A suggestion for non-ASCII Scoring

Fri Jan 23 19:58:06 CET 2004

On 1/23/2004 at 1:13 PM David Relson <relson at osagesoftware.com> wrote:

>OK.  I'll be interested in hearing your impressions of effectiveness.  A
>more thorough test would involve:
>
>1 - creating two versions of bogofilter (with and without the change)
>2 - taking a large set of messages (both ham and spam)
>3 - using the two bogofilters and half the messages, create two
>wordlists
>4 - determine spam_cutoff for the with/without wordlists
>5 - score the second half of the messages and count false
>positives/negatives
>
>this would give a more accurate indication of how the change affects
>scoring.

That is true.  Unfortunately I don't keep old messages.  Most of the spam that I use for training bogofilter (about 25,000 new messages per month) comes from spamtrap email addresses that are automatically filtered through "bogofilter -s" then discarded.  Still, based on the patterns I have observed, I suspect that this change will let bogofilter zap most of the non-ASCII spam that has been sneaking into my inbox.  It will also reduce the size of wordlist.db significantly.

The only situation where I could see this not being helpful is for users that receive legitimate email containing a lot of non-ASCII characters.  In that case, they may want to continue scoring non-ASCII words as distinct tokens.

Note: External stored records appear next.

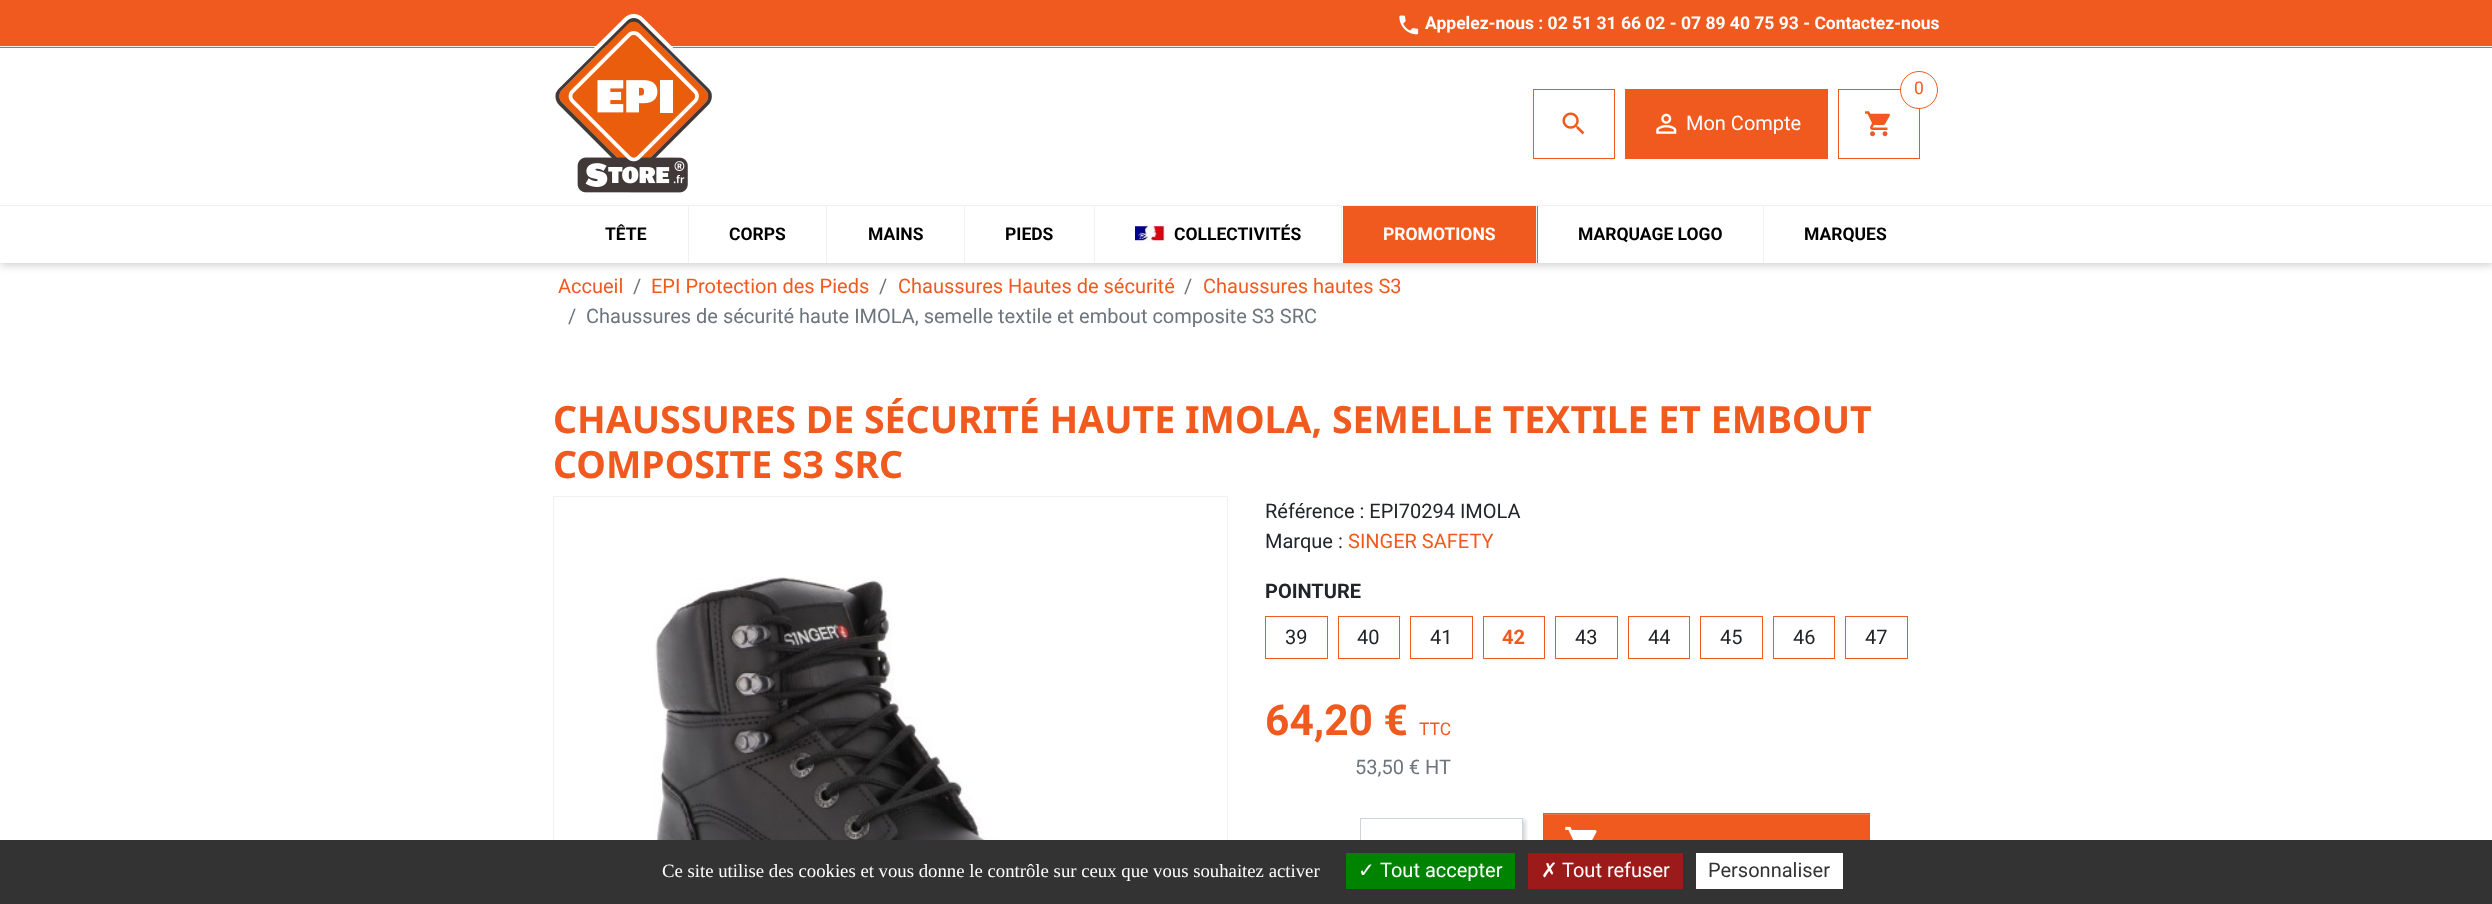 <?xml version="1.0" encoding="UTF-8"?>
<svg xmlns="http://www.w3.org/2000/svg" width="2492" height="904">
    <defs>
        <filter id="blur1" x="-50%" y="-200%" width="200%" height="500%"><feGaussianBlur stdDeviation="4"/></filter>
        <clipPath id="clip1"><rect x="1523" y="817" width="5" height="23"/></clipPath>
        <filter id="blur2" x="-50%" y="-200%" width="200%" height="500%"><feGaussianBlur stdDeviation="2.5"/></filter>
    </defs>
    <rect width="100%" height="100%" fill="#FFFFFF"/>
    <rect x="0" y="3" width="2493" height="262" fill="#000000" fill-opacity="0.2" filter="url(#blur1)"/>
    <rect x="0" y="48" width="2492" height="215" fill="#FFFFFF"/>
    <rect x="0" y="0" width="2492" height="48" fill="#F05A1F"/>
    <rect x="0" y="46" width="2492" height="1" fill="#F1F1F1"/>
    <image x="1399" y="15" width="20" height="20" href="img_01.png"/>
    <text x="1425" y="29" font-family="Roboto" font-size="17.5" font-weight="700" fill="#FFFFFF">Appelez-nous : 02 51 31 66 02 - 07 89 40 75 93 - Contactez-nous</text>
    <image x="555" y="14" width="157" height="179" href="img_02.png"/>
    <rect x="1533.5" y="89.5" width="81" height="69" fill="none" stroke="#F05A1F"/>
    <image x="1562" y="112" width="23" height="23" href="img_03.png"/>
    <rect x="1625" y="89" width="203" height="70" fill="#F05A1F"/>
    <image x="1656" y="113" width="21" height="21" href="img_04.png"/>
    <text x="1686" y="130" font-family="Roboto" font-size="20" fill="#FFFFFF">Mon Compte</text>
    <rect x="1838.5" y="89.5" width="81" height="69" fill="none" stroke="#F05A1F"/>
    <circle cx="1919" cy="90" r="18.5" fill="#FFFFFF" stroke="#F05A1F"/>
    <text x="1914" y="94" font-family="Roboto" font-size="17.5" fill="#F05A1F">0</text>
    <image x="1865" y="111" width="25" height="26" href="img_05.png"/>
    <rect x="0" y="205" width="2492" height="1" fill="#F1F1F1"/>
    <rect x="688" y="206" width="1" height="57" fill="#F1F1F1"/>
    <text x="605" y="240" font-family="Roboto" font-size="17.5" font-weight="700" fill="#000000">TÊTE</text>
    <rect x="826" y="206" width="1" height="57" fill="#F1F1F1"/>
    <text x="729" y="240" font-family="Roboto" font-size="17.5" font-weight="700" fill="#000000">CORPS</text>
    <rect x="964" y="206" width="1" height="57" fill="#F1F1F1"/>
    <text x="868" y="240" font-family="Roboto" font-size="17.5" font-weight="700" fill="#000000">MAINS</text>
    <rect x="1094" y="206" width="1" height="57" fill="#F1F1F1"/>
    <text x="1005" y="240" font-family="Roboto" font-size="17.5" font-weight="700" fill="#000000">PIEDS</text>
    <rect x="1341" y="206" width="1" height="57" fill="#F1F1F1"/>
    <image x="1135" y="226" width="34" height="18" href="img_06.png"/>
    <text x="1174" y="240" font-family="Roboto" font-size="17.5" font-weight="700" fill="#000000">COLLECTIVITÉS</text>
    <rect x="1343" y="206" width="195" height="57" fill="#F05A1F"/>
    <rect x="1536" y="206" width="1" height="57" fill="#F1F1F1"/>
    <text x="1383" y="240" font-family="Roboto" font-size="17.5" font-weight="700" fill="#FFFFFF">PROMOTIONS</text>
    <rect x="1763" y="206" width="1" height="57" fill="#F1F1F1"/>
    <text x="1578" y="240" font-family="Roboto" font-size="17.5" font-weight="700" fill="#000000">MARQUAGE LOGO</text>
    <text x="1804" y="240" font-family="Roboto" font-size="17.5" font-weight="700" fill="#000000">MARQUES</text>
    <text x="558" y="293" font-family="Roboto" font-size="20" fill="#F05A1F">Accueil</text>
    <text x="633" y="293" font-family="Roboto" font-size="20" fill="#6C757D">/</text>
    <text x="651" y="293" font-family="Roboto" font-size="20" fill="#F05A1F">EPI Protection des Pieds</text>
    <text x="879" y="293" font-family="Roboto" font-size="20" fill="#6C757D">/</text>
    <text x="898" y="293" font-family="Roboto" font-size="20" fill="#F05A1F">Chaussures Hautes de sécurité</text>
    <text x="1184" y="293" font-family="Roboto" font-size="20" fill="#6C757D">/</text>
    <text x="1203" y="293" font-family="Roboto" font-size="20" fill="#F05A1F">Chaussures hautes S3</text>
    <text x="568" y="323" font-family="Roboto" font-size="20" fill="#6C757D">/</text>
    <text x="586" y="323" font-family="Roboto" font-size="20" fill="#6C757D">Chaussures de sécurité haute IMOLA, semelle textile et embout composite S3 SRC</text>
    <text font-family="Noto Sans" font-size="37.5" font-weight="700" fill="#F05A1F">
        <tspan x="553" y="433">CHAUSSURES DE SÉCURITÉ HAUTE IMOLA, SEMELLE TEXTILE ET EMBOUT</tspan>
        <tspan x="553" y="478">COMPOSITE S3 SRC</tspan>
    </text>
    <rect x="553.5" y="496.5" width="674" height="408" fill="none" stroke="#F1F1F1"/>
    <image x="644" y="577" width="470" height="263" href="img_07.png"/>
    <text font-family="Roboto" font-size="20" fill="#212529">
        <tspan x="1265" y="518">Référence : EPI70294 IMOLA</tspan>
        <tspan x="1265" y="548">Marque :</tspan>
    </text>
    <text x="1348" y="548" font-family="Roboto" font-size="20" fill="#F05A1F">SINGER SAFETY</text>
    <text x="1265" y="598" font-family="Roboto" font-size="20" font-weight="700" fill="#212529">POINTURE</text>
    <rect x="1265.5" y="616.5" width="62" height="42" fill="none" stroke="#F05A1F"/>
    <text x="1285" y="644" font-family="Roboto" font-size="20" fill="#212529">39</text>
    <rect x="1338.5" y="616.5" width="61" height="42" fill="none" stroke="#F05A1F"/>
    <text x="1357" y="644" font-family="Roboto" font-size="20" fill="#212529">40</text>
    <rect x="1410.5" y="616.5" width="62" height="42" fill="none" stroke="#F05A1F"/>
    <text x="1430" y="644" font-family="Roboto" font-size="20" fill="#212529">41</text>
    <rect x="1483.5" y="616.5" width="61" height="42" fill="none" stroke="#F05A1F"/>
    <text x="1502" y="644" font-family="Roboto" font-size="20" font-weight="700" fill="#F05A1F">42</text>
    <rect x="1555.5" y="616.5" width="62" height="42" fill="none" stroke="#F05A1F"/>
    <text x="1575" y="644" font-family="Roboto" font-size="20" fill="#212529">43</text>
    <rect x="1628.5" y="616.5" width="61" height="42" fill="none" stroke="#F05A1F"/>
    <text x="1648" y="644" font-family="Roboto" font-size="20" fill="#212529">44</text>
    <rect x="1700.5" y="616.5" width="62" height="42" fill="none" stroke="#F05A1F"/>
    <text x="1720" y="644" font-family="Roboto" font-size="20" fill="#212529">45</text>
    <rect x="1773.5" y="616.5" width="61" height="42" fill="none" stroke="#F05A1F"/>
    <text x="1793" y="644" font-family="Roboto" font-size="20" fill="#212529">46</text>
    <rect x="1845.5" y="616.5" width="62" height="42" fill="none" stroke="#F05A1F"/>
    <text x="1865" y="644" font-family="Roboto" font-size="20" fill="#212529">47</text>
    <text x="1265" y="735" font-family="Roboto" font-size="42.5" font-weight="700" fill="#F05A1F">64,20 €</text>
    <text x="1419" y="735" font-family="Roboto" font-size="17.5" fill="#F05A1F">TTC</text>
    <text x="1355" y="774" font-family="Roboto" font-size="20" fill="#6C757D">53,50 € HT</text>
    <g clip-path="url(#clip1)">
        <rect x="1363" y="820" width="162" height="50" fill="#000000" fill-opacity="0.2" filter="url(#blur2)"/>
    </g>
    <rect x="1360.5" y="818.5" width="162" height="49" fill="none" stroke="#CED4DA"/>
    <rect x="1543" y="813" width="327" height="27" fill="#F05A1F"/>
    <rect x="1544" y="814" width="325" height="1" fill="#F27341"/>
    <image x="1565" y="826" width="32" height="14" href="img_08.png"/>
    <rect x="0" y="840" width="2492" height="64" fill="#333333"/>
    <text x="662" y="877" font-family="Liberation Serif" font-size="18.75" fill="#FFFFFF">Ce site utilise des cookies et vous donne le contrôle sur ceux que vous souhaitez activer</text>
    <rect x="1346" y="853" width="169" height="36" fill="#008300"/>
    <text x="1358" y="877" font-family="DejaVu Sans" font-size="20" fill="#FFFFFF">✓</text>
    <text x="1380" y="877" font-family="Roboto" font-size="20" fill="#FFFFFF">Tout accepter</text>
    <rect x="1528" y="853" width="155" height="36" fill="#9C1A1A"/>
    <text x="1541" y="877" font-family="DejaVu Sans" font-size="20" fill="#FFFFFF">✗</text>
    <text x="1562" y="877" font-family="Roboto" font-size="20" fill="#FFFFFF">Tout refuser</text>
    <rect x="1696" y="853" width="147" height="36" fill="#FFFFFF"/>
    <text x="1708" y="877" font-family="Roboto" font-size="20" fill="#333333">Personnaliser</text>
</svg>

Not to make things too complicated, but users could have maximum flexibility in handling non-ASCII messages with a three-level scoring option:

replace_nonascii_characters=no            no non-ASCII substitution
replace_nonascii_characters=yes           substitute individual non-ASCII characters with ?
replace_nonascii_characters=whole_word    tokenize the whole non-ASCII word as ?...

Greg McCann